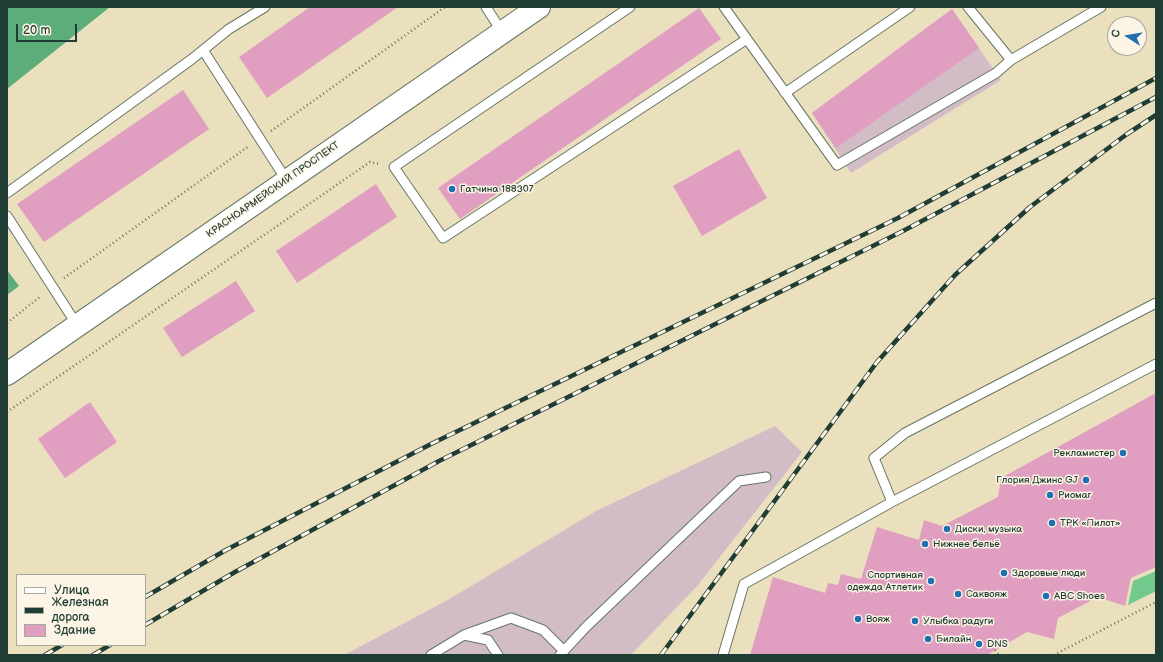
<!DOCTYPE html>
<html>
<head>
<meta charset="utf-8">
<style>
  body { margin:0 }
  #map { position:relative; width:1163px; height:662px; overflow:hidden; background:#ebe0bd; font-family:"Balsamiq Sans",sans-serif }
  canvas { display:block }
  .frame { position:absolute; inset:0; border:8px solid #1f3d34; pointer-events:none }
  .legend { position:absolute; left:16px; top:574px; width:130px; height:72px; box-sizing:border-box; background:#fcf5e5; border:1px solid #a4ab9e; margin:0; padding:5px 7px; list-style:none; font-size:12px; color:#1f3d34 }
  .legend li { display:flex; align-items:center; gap:8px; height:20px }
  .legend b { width:20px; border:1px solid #a4ab9e }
  .north { position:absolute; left:1107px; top:16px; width:40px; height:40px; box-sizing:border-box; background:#fcf5e5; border:1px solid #a4ab9e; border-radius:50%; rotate:282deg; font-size:11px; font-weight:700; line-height:16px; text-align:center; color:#1f3d34 }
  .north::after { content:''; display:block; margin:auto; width:14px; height:18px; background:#1f6fb2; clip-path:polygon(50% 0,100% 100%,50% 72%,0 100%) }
  .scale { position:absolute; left:16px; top:24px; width:61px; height:18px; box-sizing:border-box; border:2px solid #1f3d34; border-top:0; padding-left:5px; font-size:12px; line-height:14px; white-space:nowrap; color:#1f3d34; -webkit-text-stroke:3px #fcf5e5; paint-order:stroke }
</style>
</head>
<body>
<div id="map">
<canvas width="1163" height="662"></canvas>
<div class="frame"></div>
<ul class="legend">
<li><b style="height:5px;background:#fff"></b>Улица</li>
<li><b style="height:5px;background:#1f3d34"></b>Железная дорога</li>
<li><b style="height:11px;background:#e09ec0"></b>Здание</li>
</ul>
<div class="north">С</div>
<div class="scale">20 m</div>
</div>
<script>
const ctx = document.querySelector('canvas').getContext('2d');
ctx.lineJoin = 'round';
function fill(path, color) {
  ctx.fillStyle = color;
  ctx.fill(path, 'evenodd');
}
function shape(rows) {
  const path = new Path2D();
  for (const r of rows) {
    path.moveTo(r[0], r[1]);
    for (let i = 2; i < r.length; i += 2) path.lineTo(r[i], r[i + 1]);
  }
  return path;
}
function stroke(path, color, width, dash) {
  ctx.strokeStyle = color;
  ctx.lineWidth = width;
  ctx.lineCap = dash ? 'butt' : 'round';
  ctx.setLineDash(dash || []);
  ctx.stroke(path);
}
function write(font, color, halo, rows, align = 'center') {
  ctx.font = font + ' "Balsamiq Sans",sans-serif';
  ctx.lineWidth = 3;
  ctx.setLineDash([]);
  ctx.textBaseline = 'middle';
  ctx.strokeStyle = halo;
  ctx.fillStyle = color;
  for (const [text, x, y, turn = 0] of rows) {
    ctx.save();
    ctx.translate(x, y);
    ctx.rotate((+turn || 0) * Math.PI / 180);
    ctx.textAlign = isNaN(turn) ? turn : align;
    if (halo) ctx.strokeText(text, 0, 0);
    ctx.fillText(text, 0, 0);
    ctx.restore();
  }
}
fill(shape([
  [952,9,1001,80,851,173,812,113],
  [775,426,802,452,698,585,631,655,344,655,446,601,596,511]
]), '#d2bdc7');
fill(shape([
  [1156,571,1156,591,1128,605,1133,581]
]), '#71c98e');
fill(shape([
  [7,7,110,7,7,89],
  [7,270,19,286,7,295]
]), '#5cad79');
fill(shape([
  [310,7,398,7,267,98,239,57],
  [699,8,721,39,460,219,438,188],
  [952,9,979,48,836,148,812,113],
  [183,90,209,129,44,242,17,204],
  [739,149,767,198,702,236,673,186],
  [376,184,397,217,297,283,276,251],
  [236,281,255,311,182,357,163,328],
  [1156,393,1156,567,1131,578,1125,606,1098,597,1058,618,1054,639,1027,632,987,655,750,655,773,577,825,593,828,583,838,585,841,574,861,579,877,527,919,540,924,520,942,526,998,497,1001,478],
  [90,402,117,442,65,478,38,439]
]), '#e09ec0');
const lane = shape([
  [486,7,502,32],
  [630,7,394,167,443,238,747,39],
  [724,7,837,165,996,73,1011,60],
  [968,7,1011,60,1101,7],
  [203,50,287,181],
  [785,93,910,7],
  [7,193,192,59,229,29,265,7],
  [7,216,77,325],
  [892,502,874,458,905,433,1156,303],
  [464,635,511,618,543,630,564,651],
  [431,655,464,635,488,640,498,655],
  [560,655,586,627,739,481,766,477],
  [723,655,744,584,892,502,1156,364]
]);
const secondary = shape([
  [7,374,539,7]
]);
stroke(lane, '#667664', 11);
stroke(secondary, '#667664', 24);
stroke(shape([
  [271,131,445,7],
  [64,278,249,146],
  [7,323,41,296],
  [7,412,370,162,379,164],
  [995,650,999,655],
  [1054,655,1156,602]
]), '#667664', 2.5, [1, 3]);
stroke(lane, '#fff', 9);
stroke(secondary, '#fff', 22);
const rail = shape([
  [145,597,226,550,433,443,898,218,1156,78],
  [145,625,235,572,439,461,903,231,1156,97],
  [45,655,62,645],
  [93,655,110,645],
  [661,655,877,362,955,275,1030,207,1127,134,1156,115]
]);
stroke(rail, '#1f3d34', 4.5);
stroke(rail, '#fcf5e5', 3, [9]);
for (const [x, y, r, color] of [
  [452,189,4,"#1f6fb2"],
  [1123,453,4,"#1f6fb2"],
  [1086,480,4,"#1f6fb2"],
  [1050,495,4,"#1f6fb2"],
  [1052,523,4,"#1f6fb2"],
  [947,529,4,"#1f6fb2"],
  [925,544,4,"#1f6fb2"],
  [1004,573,4,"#1f6fb2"],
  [931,581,4,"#1f6fb2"],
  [958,594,4,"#1f6fb2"],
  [1046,596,4,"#1f6fb2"],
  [858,619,4,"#1f6fb2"],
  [915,621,4,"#1f6fb2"],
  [928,639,4,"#1f6fb2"],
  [979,644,4,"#1f6fb2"]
]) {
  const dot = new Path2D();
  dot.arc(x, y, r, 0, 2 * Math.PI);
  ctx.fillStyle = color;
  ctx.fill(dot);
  stroke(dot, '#fcf5e5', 1.5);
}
write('10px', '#1f3d34', '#fcf5e5', [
  ["Гатчина 188307",460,189],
  ["Рекламистер",1115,453,"right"],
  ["Глория Джинс GJ",1078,480,"right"],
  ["Риомаг",1058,495],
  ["ТРК «Пилот»",1060,523],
  ["Диски, музыка",955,529],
  ["Нижнее бельё",933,544],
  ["Здоровые люди",1012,573],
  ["Спортивная",923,575,"right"],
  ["одежда Атлетик",923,587,"right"],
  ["Саквояж",966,594],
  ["ABC Shoes",1054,596],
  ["Вояж",866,619],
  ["Улыбка радуги",923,621],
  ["Билайн",936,639],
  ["DNS",987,644]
], 'left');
write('10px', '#1f3d34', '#fcf5e5', [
  ["КРАСНОАРМЕЙСКИЙ ПРОСПЕКТ",273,190,-35]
]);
</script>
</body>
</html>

━━━━━━━━

◆ Description of the task
Show the lines in the entries above that include the string "strokeStyle".

◆ Your response
  ctx.strokeStyle = color;
  ctx.strokeStyle = halo;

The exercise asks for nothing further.